Reflection: 3 Key Elements in the Growth Process

Change is an inevitable force and reoccurring element. Strong leaders and organizations know how to navigate the various stages of change in a way that creates new growth and opportunities. They do this through continuous reflection about themselves and their organization as a whole. Below are three key elements essential to this reflection and growth process:

1. Individual Reflection:

We use the model below to illustrate the stages many find themselves in as they experience change in their lives and careers. The four phases of individual change are:Phases of Skill and Change

  1. Unconsciously unskilled
  2. Consciously unskilled
  3. Consciously skilled
  4. Unconsciously skilled

When a change is introduced, through reflection, we find ourselves somewhere on this continuum. The mere act of reflecting can help us move in an instant!
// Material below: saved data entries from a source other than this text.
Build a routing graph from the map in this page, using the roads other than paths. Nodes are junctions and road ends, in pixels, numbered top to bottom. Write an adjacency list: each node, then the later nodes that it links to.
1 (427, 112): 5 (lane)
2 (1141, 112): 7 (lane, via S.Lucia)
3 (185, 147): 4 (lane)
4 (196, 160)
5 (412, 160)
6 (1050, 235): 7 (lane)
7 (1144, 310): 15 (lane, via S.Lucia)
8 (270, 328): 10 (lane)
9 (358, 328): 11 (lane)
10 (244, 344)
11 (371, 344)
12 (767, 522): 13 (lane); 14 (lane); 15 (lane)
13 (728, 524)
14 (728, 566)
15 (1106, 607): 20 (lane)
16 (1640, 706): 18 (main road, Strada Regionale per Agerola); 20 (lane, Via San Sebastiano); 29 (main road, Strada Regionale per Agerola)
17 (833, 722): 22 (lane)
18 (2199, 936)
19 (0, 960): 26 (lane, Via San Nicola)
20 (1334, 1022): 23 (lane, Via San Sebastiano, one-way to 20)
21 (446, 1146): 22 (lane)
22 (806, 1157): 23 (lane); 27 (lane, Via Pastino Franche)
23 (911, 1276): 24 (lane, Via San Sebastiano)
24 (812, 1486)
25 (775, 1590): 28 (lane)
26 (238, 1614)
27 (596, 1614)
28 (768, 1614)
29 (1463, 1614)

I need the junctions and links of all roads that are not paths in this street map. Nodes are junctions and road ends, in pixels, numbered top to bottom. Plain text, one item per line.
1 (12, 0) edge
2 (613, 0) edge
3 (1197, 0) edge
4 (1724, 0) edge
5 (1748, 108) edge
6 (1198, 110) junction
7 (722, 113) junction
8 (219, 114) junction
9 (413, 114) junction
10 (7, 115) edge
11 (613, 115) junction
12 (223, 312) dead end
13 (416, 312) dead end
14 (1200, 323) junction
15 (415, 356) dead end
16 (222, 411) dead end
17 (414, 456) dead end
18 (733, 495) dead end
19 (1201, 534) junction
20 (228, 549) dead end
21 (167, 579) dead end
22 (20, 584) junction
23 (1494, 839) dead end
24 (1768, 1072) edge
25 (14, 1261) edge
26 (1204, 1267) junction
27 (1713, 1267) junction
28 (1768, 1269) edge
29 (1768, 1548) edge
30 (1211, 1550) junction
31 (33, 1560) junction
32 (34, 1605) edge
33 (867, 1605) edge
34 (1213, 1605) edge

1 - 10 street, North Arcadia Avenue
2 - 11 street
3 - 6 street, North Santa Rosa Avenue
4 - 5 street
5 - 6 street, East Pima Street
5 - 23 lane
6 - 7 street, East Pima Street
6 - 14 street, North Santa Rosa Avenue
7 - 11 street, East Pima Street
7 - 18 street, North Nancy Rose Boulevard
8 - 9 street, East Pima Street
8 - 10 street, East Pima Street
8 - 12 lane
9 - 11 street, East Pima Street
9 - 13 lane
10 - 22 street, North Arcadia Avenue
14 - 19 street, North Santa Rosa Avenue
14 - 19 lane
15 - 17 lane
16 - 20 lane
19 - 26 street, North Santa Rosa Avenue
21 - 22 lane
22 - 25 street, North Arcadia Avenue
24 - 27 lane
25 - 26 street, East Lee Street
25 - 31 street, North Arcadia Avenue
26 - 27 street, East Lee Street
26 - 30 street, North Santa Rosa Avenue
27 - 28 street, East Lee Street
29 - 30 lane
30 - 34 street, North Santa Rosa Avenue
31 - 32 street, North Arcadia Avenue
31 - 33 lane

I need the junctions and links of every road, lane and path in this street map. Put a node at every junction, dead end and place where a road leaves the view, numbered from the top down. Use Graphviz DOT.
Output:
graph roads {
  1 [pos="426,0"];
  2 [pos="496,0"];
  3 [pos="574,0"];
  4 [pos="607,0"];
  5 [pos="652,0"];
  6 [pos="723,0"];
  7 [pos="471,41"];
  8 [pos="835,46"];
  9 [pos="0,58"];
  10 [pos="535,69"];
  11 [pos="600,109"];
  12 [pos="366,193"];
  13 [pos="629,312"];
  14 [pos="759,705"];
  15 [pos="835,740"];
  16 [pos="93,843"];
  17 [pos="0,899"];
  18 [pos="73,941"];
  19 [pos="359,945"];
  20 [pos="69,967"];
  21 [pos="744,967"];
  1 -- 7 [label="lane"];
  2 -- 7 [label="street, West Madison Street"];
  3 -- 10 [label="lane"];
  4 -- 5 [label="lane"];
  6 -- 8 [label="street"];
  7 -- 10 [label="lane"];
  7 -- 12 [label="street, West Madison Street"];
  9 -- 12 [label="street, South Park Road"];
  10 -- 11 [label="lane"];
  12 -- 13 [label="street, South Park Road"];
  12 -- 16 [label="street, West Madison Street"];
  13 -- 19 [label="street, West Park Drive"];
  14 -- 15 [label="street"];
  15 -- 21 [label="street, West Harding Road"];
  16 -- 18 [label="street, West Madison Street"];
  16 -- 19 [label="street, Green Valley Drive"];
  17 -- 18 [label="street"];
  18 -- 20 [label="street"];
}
In fact, in order to move to a different stage, we need to reflect and situate ourselves on this learning curve. 

2. Group Reflection:

The same is true for group and organizational reflection. When groups reflect on both individual and organizational performance, they find out what is working well and where gaps may exist. Once these elements are identified, the organization has the chance to move forward in a positive direction.

3. Call to Action:

Once we have reflected, both individually and as a group, we can begin to make adjustments, take actions, and set goals. Here, we are taking the pieces learned from reflection and incorporating them into our system. We are carrying out the necessary steps and striving to meet our goals.

reflection practiceReflect:

As leaders of reflective practice, it’s our job to structure these three key elements for the most powerful opportunity to improve. Individual reflection, plus group discussion, plus a call to action–these make reflective practice powerful.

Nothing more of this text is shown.